*TO DO*
Copy every line from the data below in which the string "Hainstraße" can be found.

Stored data entries
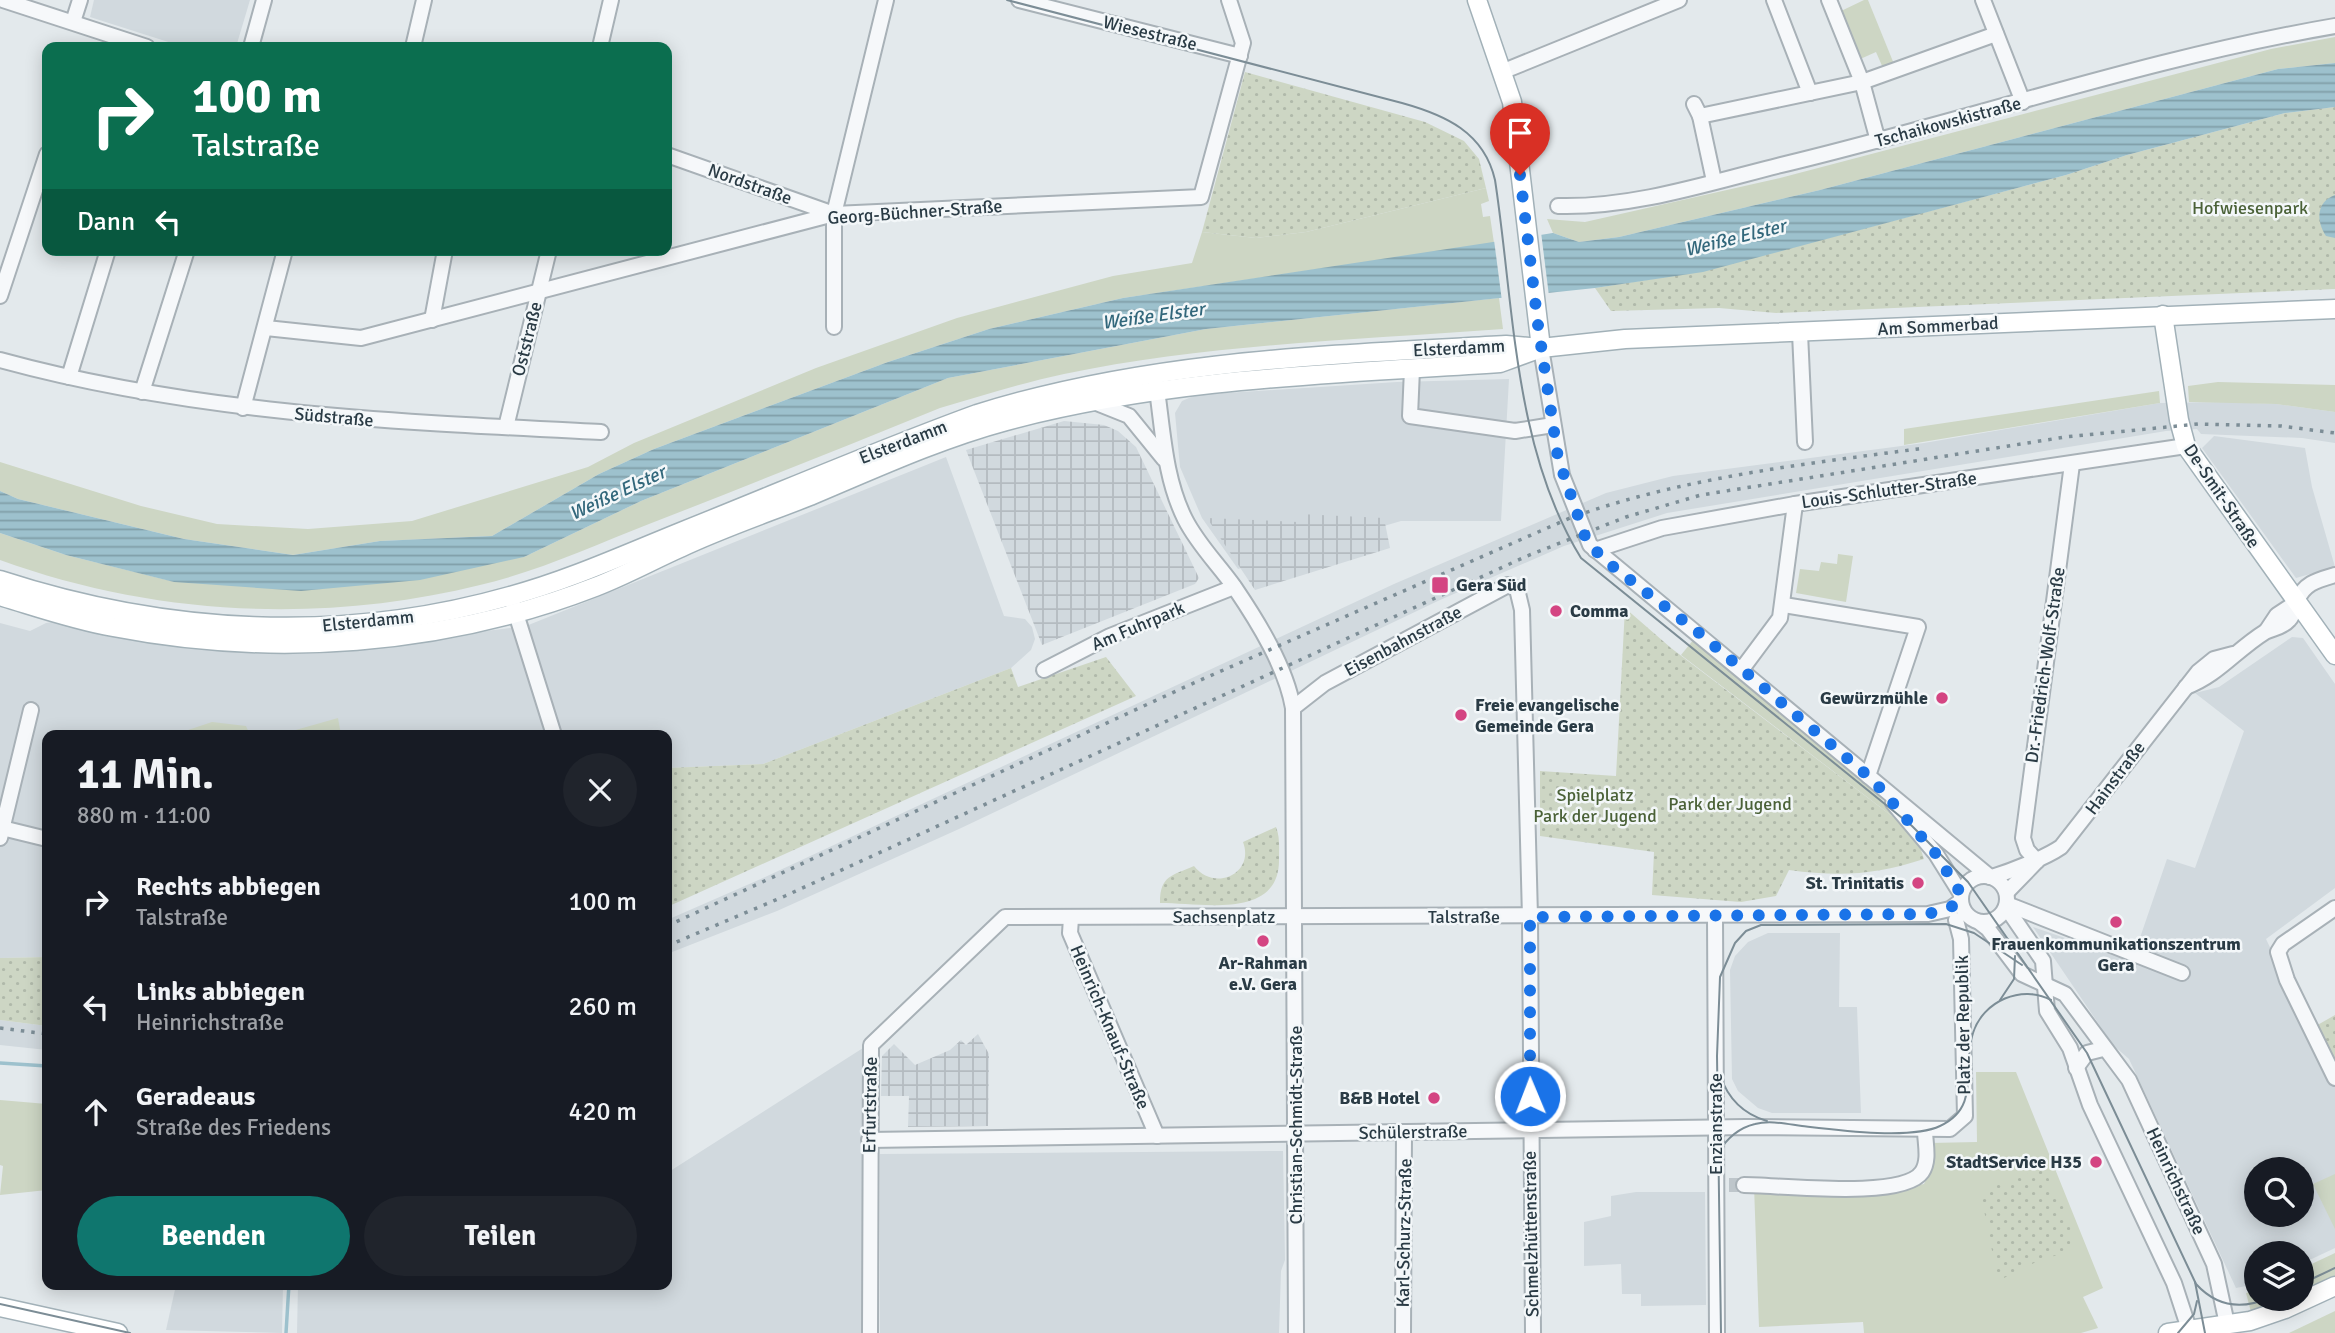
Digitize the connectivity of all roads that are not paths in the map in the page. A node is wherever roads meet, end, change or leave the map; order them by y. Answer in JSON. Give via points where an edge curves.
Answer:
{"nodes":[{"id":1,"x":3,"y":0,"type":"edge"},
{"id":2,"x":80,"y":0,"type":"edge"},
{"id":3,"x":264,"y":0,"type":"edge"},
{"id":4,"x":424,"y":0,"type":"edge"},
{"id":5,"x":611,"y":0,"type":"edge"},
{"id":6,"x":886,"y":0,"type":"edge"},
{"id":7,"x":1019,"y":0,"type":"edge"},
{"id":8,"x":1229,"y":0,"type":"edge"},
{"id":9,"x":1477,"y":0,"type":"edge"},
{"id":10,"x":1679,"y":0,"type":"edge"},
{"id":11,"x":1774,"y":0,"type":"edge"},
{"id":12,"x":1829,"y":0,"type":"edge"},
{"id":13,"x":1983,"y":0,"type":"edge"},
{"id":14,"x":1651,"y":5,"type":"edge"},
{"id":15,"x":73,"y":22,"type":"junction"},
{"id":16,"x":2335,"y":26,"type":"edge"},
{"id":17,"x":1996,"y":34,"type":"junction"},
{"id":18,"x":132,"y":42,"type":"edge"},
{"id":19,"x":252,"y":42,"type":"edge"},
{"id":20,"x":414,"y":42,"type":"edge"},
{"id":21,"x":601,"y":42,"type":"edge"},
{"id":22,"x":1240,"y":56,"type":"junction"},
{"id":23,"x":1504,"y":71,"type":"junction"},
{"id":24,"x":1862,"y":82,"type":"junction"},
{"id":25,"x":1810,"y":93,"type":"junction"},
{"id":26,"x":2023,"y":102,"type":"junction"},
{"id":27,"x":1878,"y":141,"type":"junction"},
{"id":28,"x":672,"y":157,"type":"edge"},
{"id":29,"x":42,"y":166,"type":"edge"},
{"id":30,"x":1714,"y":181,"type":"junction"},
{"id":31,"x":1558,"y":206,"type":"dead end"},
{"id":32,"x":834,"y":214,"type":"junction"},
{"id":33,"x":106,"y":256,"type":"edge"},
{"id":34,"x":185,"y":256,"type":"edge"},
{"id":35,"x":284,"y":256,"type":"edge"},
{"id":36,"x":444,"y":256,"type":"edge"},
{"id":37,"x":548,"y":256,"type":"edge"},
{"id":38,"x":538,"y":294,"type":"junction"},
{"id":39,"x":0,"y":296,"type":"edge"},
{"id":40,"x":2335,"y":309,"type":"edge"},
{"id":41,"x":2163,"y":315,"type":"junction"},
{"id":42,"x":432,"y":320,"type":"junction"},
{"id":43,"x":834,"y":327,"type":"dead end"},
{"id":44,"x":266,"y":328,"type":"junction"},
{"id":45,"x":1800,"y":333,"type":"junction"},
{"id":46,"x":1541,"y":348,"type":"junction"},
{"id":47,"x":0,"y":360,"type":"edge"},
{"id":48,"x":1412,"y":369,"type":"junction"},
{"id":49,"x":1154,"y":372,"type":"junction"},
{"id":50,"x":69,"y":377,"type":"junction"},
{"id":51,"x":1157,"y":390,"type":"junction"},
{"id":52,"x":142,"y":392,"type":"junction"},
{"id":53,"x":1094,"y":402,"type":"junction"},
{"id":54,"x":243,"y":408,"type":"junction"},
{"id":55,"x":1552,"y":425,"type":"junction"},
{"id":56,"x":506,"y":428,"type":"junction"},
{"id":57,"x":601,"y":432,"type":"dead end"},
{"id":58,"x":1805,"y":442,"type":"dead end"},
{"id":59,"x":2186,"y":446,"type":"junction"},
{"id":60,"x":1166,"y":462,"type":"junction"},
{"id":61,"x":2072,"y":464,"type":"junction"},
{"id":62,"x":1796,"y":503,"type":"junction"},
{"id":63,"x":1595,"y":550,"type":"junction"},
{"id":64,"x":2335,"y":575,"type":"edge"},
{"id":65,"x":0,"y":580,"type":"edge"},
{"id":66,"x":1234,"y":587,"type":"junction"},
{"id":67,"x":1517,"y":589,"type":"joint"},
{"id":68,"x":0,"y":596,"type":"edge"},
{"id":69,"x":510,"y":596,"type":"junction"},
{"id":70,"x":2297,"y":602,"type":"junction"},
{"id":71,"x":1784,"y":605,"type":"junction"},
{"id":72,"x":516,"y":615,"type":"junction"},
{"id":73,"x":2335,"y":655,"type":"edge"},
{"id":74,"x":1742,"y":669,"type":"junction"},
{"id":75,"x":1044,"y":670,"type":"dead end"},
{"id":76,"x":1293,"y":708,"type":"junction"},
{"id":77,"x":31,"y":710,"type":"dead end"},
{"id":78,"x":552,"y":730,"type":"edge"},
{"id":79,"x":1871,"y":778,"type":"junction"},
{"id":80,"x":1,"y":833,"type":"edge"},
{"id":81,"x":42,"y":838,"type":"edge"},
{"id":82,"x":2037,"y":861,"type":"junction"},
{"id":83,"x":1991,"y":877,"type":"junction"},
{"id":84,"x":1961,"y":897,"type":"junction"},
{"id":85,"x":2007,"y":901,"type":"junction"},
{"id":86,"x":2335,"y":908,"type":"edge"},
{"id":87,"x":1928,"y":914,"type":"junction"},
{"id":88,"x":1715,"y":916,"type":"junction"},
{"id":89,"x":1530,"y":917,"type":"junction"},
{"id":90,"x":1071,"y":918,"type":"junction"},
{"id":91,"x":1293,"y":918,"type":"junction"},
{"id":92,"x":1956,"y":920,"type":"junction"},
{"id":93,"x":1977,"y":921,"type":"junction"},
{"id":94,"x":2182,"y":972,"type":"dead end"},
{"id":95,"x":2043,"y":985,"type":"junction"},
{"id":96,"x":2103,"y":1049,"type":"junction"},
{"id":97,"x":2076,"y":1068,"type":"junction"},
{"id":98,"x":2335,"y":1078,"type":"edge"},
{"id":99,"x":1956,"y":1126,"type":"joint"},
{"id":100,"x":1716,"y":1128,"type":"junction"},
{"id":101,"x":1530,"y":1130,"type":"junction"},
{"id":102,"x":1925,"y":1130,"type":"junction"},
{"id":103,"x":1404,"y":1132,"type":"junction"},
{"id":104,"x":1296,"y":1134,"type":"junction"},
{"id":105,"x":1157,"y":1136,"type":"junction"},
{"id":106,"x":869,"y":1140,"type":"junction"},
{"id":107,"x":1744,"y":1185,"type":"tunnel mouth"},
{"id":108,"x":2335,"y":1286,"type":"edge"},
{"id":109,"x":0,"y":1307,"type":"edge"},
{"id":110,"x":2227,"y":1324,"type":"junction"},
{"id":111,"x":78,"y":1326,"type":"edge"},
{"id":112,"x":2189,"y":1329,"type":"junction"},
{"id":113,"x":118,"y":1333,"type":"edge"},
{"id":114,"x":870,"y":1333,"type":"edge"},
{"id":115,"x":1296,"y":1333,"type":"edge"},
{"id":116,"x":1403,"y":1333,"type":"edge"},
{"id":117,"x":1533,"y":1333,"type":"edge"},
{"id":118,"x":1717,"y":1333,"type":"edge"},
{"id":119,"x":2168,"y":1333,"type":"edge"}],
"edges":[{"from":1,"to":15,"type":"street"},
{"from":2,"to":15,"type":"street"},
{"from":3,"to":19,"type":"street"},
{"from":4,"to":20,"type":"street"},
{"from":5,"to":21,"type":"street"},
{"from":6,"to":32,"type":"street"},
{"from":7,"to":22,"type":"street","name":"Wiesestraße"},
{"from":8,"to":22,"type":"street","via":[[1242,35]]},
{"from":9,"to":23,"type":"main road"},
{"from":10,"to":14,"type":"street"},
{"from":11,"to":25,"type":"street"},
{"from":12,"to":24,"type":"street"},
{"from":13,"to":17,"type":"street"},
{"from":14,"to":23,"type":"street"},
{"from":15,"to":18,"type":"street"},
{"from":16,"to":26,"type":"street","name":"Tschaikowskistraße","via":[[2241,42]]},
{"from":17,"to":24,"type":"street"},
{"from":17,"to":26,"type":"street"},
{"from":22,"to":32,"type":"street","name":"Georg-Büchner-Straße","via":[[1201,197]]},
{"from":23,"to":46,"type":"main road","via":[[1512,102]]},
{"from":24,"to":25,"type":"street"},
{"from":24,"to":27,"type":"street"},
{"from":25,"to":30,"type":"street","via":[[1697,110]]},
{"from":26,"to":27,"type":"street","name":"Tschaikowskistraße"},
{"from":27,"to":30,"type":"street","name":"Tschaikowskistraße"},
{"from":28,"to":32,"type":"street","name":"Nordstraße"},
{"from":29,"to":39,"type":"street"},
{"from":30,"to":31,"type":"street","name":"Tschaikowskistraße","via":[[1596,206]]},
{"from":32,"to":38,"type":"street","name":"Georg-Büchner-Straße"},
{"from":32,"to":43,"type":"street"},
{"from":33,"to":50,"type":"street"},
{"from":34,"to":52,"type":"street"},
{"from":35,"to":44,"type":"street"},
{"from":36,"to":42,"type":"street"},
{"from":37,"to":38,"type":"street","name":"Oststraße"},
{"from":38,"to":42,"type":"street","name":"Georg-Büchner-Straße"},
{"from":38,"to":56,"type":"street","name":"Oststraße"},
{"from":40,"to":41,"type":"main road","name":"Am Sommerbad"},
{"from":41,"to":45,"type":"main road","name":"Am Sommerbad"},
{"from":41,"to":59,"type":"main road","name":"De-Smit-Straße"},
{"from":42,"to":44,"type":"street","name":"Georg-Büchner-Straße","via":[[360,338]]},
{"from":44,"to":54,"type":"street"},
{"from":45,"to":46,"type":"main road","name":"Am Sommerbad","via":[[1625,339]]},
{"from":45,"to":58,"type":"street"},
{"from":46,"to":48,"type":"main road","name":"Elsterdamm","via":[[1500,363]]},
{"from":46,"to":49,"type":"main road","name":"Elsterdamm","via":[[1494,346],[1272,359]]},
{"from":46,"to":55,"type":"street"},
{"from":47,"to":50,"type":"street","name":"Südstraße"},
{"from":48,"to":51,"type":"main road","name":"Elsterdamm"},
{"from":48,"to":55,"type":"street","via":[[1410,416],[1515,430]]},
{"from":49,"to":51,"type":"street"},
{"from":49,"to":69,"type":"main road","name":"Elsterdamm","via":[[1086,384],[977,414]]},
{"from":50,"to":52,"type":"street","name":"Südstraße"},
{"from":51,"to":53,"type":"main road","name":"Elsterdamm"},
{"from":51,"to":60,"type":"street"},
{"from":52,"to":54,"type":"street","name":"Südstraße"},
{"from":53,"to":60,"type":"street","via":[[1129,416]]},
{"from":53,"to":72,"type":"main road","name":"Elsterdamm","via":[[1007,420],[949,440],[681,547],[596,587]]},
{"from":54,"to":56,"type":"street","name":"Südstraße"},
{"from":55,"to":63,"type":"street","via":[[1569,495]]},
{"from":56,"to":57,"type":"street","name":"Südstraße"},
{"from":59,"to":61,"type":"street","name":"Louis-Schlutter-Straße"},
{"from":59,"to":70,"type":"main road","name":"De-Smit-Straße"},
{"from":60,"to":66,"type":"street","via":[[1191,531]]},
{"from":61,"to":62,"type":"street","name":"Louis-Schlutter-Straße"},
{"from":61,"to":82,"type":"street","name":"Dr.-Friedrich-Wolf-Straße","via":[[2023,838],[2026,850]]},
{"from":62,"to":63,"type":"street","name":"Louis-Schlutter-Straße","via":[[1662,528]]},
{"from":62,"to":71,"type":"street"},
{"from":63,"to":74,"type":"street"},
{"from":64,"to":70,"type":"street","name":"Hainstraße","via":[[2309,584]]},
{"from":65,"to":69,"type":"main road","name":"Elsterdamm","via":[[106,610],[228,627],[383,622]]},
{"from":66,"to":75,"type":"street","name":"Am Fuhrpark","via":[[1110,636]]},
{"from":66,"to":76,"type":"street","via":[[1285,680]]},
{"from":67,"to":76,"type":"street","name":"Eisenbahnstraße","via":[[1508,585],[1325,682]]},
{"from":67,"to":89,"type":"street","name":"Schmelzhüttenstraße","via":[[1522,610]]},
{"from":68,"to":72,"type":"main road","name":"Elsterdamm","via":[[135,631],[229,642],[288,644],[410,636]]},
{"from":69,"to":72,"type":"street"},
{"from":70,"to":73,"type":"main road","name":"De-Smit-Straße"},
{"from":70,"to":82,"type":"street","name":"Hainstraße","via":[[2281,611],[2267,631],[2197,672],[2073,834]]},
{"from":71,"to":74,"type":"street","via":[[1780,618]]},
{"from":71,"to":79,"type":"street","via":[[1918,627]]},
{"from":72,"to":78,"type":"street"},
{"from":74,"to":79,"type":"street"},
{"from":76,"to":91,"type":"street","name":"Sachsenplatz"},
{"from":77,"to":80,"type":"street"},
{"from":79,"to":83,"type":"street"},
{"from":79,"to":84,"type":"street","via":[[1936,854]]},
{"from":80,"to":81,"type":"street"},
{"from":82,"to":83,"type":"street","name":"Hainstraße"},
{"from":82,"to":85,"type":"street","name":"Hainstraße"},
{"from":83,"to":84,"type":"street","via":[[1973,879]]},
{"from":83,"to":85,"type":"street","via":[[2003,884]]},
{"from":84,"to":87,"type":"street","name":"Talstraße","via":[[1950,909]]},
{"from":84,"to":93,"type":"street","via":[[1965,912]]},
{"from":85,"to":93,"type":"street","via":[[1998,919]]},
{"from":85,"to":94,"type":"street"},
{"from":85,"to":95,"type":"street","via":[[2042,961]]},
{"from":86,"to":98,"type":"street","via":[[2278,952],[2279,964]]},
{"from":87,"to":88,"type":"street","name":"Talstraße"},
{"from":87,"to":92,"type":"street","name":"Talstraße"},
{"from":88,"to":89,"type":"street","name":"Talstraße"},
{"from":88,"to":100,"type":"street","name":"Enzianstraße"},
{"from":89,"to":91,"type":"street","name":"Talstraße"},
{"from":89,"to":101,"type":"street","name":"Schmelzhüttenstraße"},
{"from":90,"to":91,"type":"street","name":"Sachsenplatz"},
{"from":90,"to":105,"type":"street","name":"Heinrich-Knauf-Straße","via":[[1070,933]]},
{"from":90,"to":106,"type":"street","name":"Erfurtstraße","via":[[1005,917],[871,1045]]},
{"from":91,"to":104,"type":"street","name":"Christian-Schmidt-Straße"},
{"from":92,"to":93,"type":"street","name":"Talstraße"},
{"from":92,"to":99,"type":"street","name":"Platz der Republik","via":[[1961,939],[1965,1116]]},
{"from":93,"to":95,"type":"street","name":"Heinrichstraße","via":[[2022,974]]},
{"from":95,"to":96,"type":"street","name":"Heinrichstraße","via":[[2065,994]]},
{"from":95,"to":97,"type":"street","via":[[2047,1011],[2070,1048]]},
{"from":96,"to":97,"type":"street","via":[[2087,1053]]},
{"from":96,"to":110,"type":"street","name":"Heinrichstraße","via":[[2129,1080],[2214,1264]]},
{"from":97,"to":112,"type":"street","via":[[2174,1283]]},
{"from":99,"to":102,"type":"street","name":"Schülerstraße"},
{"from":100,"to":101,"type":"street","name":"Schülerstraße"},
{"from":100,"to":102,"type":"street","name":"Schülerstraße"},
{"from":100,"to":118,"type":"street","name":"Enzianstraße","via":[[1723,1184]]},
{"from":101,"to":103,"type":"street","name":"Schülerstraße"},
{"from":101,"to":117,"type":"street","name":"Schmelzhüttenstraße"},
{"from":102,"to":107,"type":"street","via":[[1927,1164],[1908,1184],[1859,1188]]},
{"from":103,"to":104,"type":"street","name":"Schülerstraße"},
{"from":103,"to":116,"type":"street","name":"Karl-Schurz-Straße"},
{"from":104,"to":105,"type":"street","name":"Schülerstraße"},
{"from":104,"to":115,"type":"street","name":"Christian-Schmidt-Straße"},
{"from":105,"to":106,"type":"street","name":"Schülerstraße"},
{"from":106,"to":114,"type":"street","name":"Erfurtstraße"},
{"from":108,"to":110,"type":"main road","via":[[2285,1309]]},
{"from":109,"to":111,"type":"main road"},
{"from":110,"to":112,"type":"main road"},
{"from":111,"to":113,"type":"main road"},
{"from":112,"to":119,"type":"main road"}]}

*RESPONSE TO THIS TASK*
{"from":64,"to":70,"type":"street","name":"Hainstraße","via":[[2309,584]]},
{"from":70,"to":82,"type":"street","name":"Hainstraße","via":[[2281,611],[2267,631],[2197,672],[2073,834]]},
{"from":82,"to":83,"type":"street","name":"Hainstraße"},
{"from":82,"to":85,"type":"street","name":"Hainstraße"},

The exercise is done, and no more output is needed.